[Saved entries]
━━━━━━━━━━━━━━━━━━━━━━━━━━━━━━

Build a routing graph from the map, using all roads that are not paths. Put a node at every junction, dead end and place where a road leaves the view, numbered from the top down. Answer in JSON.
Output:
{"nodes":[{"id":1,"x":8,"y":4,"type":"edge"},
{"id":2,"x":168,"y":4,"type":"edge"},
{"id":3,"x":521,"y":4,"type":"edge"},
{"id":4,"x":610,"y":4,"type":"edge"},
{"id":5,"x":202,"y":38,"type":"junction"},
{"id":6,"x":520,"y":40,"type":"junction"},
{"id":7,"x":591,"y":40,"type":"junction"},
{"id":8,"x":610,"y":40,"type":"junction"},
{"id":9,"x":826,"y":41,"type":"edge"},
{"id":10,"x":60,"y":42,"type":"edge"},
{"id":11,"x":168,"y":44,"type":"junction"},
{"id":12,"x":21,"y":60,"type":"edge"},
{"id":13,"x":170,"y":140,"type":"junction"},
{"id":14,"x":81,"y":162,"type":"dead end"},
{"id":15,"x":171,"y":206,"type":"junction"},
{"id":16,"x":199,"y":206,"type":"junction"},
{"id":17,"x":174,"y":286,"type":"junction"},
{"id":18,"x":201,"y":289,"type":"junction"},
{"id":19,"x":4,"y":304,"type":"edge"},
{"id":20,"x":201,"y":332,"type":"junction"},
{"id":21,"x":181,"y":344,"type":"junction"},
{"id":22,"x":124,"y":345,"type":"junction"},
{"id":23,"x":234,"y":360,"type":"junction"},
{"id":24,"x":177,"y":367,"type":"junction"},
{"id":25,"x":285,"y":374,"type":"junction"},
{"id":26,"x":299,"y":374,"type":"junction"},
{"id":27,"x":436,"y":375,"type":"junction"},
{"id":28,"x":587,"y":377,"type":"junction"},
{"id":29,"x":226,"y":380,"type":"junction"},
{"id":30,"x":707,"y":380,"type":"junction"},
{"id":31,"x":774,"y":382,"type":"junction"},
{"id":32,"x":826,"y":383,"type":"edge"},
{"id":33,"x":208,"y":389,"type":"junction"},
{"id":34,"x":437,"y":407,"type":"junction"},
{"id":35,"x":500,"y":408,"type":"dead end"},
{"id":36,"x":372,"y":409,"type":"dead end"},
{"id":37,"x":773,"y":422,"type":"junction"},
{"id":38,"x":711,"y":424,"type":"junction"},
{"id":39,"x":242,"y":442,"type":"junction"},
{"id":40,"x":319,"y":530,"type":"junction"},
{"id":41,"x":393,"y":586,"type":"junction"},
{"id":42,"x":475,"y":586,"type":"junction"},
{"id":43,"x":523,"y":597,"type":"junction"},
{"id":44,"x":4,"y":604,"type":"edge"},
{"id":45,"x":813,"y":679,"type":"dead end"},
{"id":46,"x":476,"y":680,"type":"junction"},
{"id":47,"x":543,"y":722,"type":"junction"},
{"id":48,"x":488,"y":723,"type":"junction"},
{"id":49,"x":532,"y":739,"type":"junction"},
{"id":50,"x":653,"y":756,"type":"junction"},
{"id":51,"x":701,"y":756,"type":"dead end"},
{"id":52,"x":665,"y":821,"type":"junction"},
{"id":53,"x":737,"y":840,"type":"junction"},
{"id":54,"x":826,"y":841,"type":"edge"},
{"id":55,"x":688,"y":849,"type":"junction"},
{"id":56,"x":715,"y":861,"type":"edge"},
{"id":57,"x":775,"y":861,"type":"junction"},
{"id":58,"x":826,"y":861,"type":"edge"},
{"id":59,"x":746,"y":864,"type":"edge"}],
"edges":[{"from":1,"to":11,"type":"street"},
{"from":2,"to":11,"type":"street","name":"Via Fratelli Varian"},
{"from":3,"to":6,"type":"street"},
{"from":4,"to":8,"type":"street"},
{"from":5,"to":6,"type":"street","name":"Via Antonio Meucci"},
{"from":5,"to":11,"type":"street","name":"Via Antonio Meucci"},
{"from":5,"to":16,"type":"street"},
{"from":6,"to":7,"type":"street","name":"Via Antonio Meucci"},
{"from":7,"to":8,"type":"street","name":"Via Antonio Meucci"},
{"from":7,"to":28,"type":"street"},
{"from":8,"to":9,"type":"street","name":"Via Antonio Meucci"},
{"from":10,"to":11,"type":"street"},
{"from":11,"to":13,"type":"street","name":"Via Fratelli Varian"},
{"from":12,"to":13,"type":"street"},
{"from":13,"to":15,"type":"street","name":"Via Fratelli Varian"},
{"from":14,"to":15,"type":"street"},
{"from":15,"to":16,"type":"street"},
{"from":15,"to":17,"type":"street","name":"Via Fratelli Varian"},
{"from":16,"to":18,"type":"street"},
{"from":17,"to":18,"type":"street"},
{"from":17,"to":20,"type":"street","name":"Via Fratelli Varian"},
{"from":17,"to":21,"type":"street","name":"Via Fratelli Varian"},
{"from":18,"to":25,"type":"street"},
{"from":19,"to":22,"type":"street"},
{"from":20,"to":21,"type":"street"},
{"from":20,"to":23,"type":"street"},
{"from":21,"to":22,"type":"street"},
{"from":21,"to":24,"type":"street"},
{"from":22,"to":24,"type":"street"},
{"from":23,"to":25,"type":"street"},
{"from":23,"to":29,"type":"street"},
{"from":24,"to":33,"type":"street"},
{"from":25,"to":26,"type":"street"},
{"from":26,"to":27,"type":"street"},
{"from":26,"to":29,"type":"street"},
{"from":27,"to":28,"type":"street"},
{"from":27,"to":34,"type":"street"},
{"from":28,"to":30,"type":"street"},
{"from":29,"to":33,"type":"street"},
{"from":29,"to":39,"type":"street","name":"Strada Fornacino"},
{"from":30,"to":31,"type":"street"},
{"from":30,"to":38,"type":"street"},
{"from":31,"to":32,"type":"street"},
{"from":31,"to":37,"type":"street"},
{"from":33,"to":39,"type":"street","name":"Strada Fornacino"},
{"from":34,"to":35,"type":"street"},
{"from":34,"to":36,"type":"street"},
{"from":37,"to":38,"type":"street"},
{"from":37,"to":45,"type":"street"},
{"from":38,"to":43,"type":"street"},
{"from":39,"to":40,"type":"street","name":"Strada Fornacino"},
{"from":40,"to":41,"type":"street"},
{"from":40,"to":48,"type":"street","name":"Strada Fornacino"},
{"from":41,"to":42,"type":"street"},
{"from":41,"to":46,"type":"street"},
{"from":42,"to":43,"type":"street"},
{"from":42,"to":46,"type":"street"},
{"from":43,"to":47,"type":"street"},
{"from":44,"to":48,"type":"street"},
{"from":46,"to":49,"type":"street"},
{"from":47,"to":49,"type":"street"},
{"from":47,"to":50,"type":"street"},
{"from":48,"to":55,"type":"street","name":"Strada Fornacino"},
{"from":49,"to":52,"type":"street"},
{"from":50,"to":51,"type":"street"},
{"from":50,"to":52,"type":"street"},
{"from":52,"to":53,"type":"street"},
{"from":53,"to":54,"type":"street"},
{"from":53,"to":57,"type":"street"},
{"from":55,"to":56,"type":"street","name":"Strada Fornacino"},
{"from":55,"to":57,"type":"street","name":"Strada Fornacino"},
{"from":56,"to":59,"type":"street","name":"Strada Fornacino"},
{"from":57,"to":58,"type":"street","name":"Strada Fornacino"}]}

━━━━━━━━━━━━━━━━━━━━━━━━━━━━━━

• _How to complete this task_
Without altering a single word, reproduce the entries above.

• _Output of the task_
Build a routing graph from the map, using all roads that are not paths. Put a node at every junction, dead end and place where a road leaves the view, numbered from the top down. Answer in JSON.
Output:
{"nodes":[{"id":1,"x":8,"y":4,"type":"edge"},
{"id":2,"x":168,"y":4,"type":"edge"},
{"id":3,"x":521,"y":4,"type":"edge"},
{"id":4,"x":610,"y":4,"type":"edge"},
{"id":5,"x":202,"y":38,"type":"junction"},
{"id":6,"x":520,"y":40,"type":"junction"},
{"id":7,"x":591,"y":40,"type":"junction"},
{"id":8,"x":610,"y":40,"type":"junction"},
{"id":9,"x":826,"y":41,"type":"edge"},
{"id":10,"x":60,"y":42,"type":"edge"},
{"id":11,"x":168,"y":44,"type":"junction"},
{"id":12,"x":21,"y":60,"type":"edge"},
{"id":13,"x":170,"y":140,"type":"junction"},
{"id":14,"x":81,"y":162,"type":"dead end"},
{"id":15,"x":171,"y":206,"type":"junction"},
{"id":16,"x":199,"y":206,"type":"junction"},
{"id":17,"x":174,"y":286,"type":"junction"},
{"id":18,"x":201,"y":289,"type":"junction"},
{"id":19,"x":4,"y":304,"type":"edge"},
{"id":20,"x":201,"y":332,"type":"junction"},
{"id":21,"x":181,"y":344,"type":"junction"},
{"id":22,"x":124,"y":345,"type":"junction"},
{"id":23,"x":234,"y":360,"type":"junction"},
{"id":24,"x":177,"y":367,"type":"junction"},
{"id":25,"x":285,"y":374,"type":"junction"},
{"id":26,"x":299,"y":374,"type":"junction"},
{"id":27,"x":436,"y":375,"type":"junction"},
{"id":28,"x":587,"y":377,"type":"junction"},
{"id":29,"x":226,"y":380,"type":"junction"},
{"id":30,"x":707,"y":380,"type":"junction"},
{"id":31,"x":774,"y":382,"type":"junction"},
{"id":32,"x":826,"y":383,"type":"edge"},
{"id":33,"x":208,"y":389,"type":"junction"},
{"id":34,"x":437,"y":407,"type":"junction"},
{"id":35,"x":500,"y":408,"type":"dead end"},
{"id":36,"x":372,"y":409,"type":"dead end"},
{"id":37,"x":773,"y":422,"type":"junction"},
{"id":38,"x":711,"y":424,"type":"junction"},
{"id":39,"x":242,"y":442,"type":"junction"},
{"id":40,"x":319,"y":530,"type":"junction"},
{"id":41,"x":393,"y":586,"type":"junction"},
{"id":42,"x":475,"y":586,"type":"junction"},
{"id":43,"x":523,"y":597,"type":"junction"},
{"id":44,"x":4,"y":604,"type":"edge"},
{"id":45,"x":813,"y":679,"type":"dead end"},
{"id":46,"x":476,"y":680,"type":"junction"},
{"id":47,"x":543,"y":722,"type":"junction"},
{"id":48,"x":488,"y":723,"type":"junction"},
{"id":49,"x":532,"y":739,"type":"junction"},
{"id":50,"x":653,"y":756,"type":"junction"},
{"id":51,"x":701,"y":756,"type":"dead end"},
{"id":52,"x":665,"y":821,"type":"junction"},
{"id":53,"x":737,"y":840,"type":"junction"},
{"id":54,"x":826,"y":841,"type":"edge"},
{"id":55,"x":688,"y":849,"type":"junction"},
{"id":56,"x":715,"y":861,"type":"edge"},
{"id":57,"x":775,"y":861,"type":"junction"},
{"id":58,"x":826,"y":861,"type":"edge"},
{"id":59,"x":746,"y":864,"type":"edge"}],
"edges":[{"from":1,"to":11,"type":"street"},
{"from":2,"to":11,"type":"street","name":"Via Fratelli Varian"},
{"from":3,"to":6,"type":"street"},
{"from":4,"to":8,"type":"street"},
{"from":5,"to":6,"type":"street","name":"Via Antonio Meucci"},
{"from":5,"to":11,"type":"street","name":"Via Antonio Meucci"},
{"from":5,"to":16,"type":"street"},
{"from":6,"to":7,"type":"street","name":"Via Antonio Meucci"},
{"from":7,"to":8,"type":"street","name":"Via Antonio Meucci"},
{"from":7,"to":28,"type":"street"},
{"from":8,"to":9,"type":"street","name":"Via Antonio Meucci"},
{"from":10,"to":11,"type":"street"},
{"from":11,"to":13,"type":"street","name":"Via Fratelli Varian"},
{"from":12,"to":13,"type":"street"},
{"from":13,"to":15,"type":"street","name":"Via Fratelli Varian"},
{"from":14,"to":15,"type":"street"},
{"from":15,"to":16,"type":"street"},
{"from":15,"to":17,"type":"street","name":"Via Fratelli Varian"},
{"from":16,"to":18,"type":"street"},
{"from":17,"to":18,"type":"street"},
{"from":17,"to":20,"type":"street","name":"Via Fratelli Varian"},
{"from":17,"to":21,"type":"street","name":"Via Fratelli Varian"},
{"from":18,"to":25,"type":"street"},
{"from":19,"to":22,"type":"street"},
{"from":20,"to":21,"type":"street"},
{"from":20,"to":23,"type":"street"},
{"from":21,"to":22,"type":"street"},
{"from":21,"to":24,"type":"street"},
{"from":22,"to":24,"type":"street"},
{"from":23,"to":25,"type":"street"},
{"from":23,"to":29,"type":"street"},
{"from":24,"to":33,"type":"street"},
{"from":25,"to":26,"type":"street"},
{"from":26,"to":27,"type":"street"},
{"from":26,"to":29,"type":"street"},
{"from":27,"to":28,"type":"street"},
{"from":27,"to":34,"type":"street"},
{"from":28,"to":30,"type":"street"},
{"from":29,"to":33,"type":"street"},
{"from":29,"to":39,"type":"street","name":"Strada Fornacino"},
{"from":30,"to":31,"type":"street"},
{"from":30,"to":38,"type":"street"},
{"from":31,"to":32,"type":"street"},
{"from":31,"to":37,"type":"street"},
{"from":33,"to":39,"type":"street","name":"Strada Fornacino"},
{"from":34,"to":35,"type":"street"},
{"from":34,"to":36,"type":"street"},
{"from":37,"to":38,"type":"street"},
{"from":37,"to":45,"type":"street"},
{"from":38,"to":43,"type":"street"},
{"from":39,"to":40,"type":"street","name":"Strada Fornacino"},
{"from":40,"to":41,"type":"street"},
{"from":40,"to":48,"type":"street","name":"Strada Fornacino"},
{"from":41,"to":42,"type":"street"},
{"from":41,"to":46,"type":"street"},
{"from":42,"to":43,"type":"street"},
{"from":42,"to":46,"type":"street"},
{"from":43,"to":47,"type":"street"},
{"from":44,"to":48,"type":"street"},
{"from":46,"to":49,"type":"street"},
{"from":47,"to":49,"type":"street"},
{"from":47,"to":50,"type":"street"},
{"from":48,"to":55,"type":"street","name":"Strada Fornacino"},
{"from":49,"to":52,"type":"street"},
{"from":50,"to":51,"type":"street"},
{"from":50,"to":52,"type":"street"},
{"from":52,"to":53,"type":"street"},
{"from":53,"to":54,"type":"street"},
{"from":53,"to":57,"type":"street"},
{"from":55,"to":56,"type":"street","name":"Strada Fornacino"},
{"from":55,"to":57,"type":"street","name":"Strada Fornacino"},
{"from":56,"to":59,"type":"street","name":"Strada Fornacino"},
{"from":57,"to":58,"type":"street","name":"Strada Fornacino"}]}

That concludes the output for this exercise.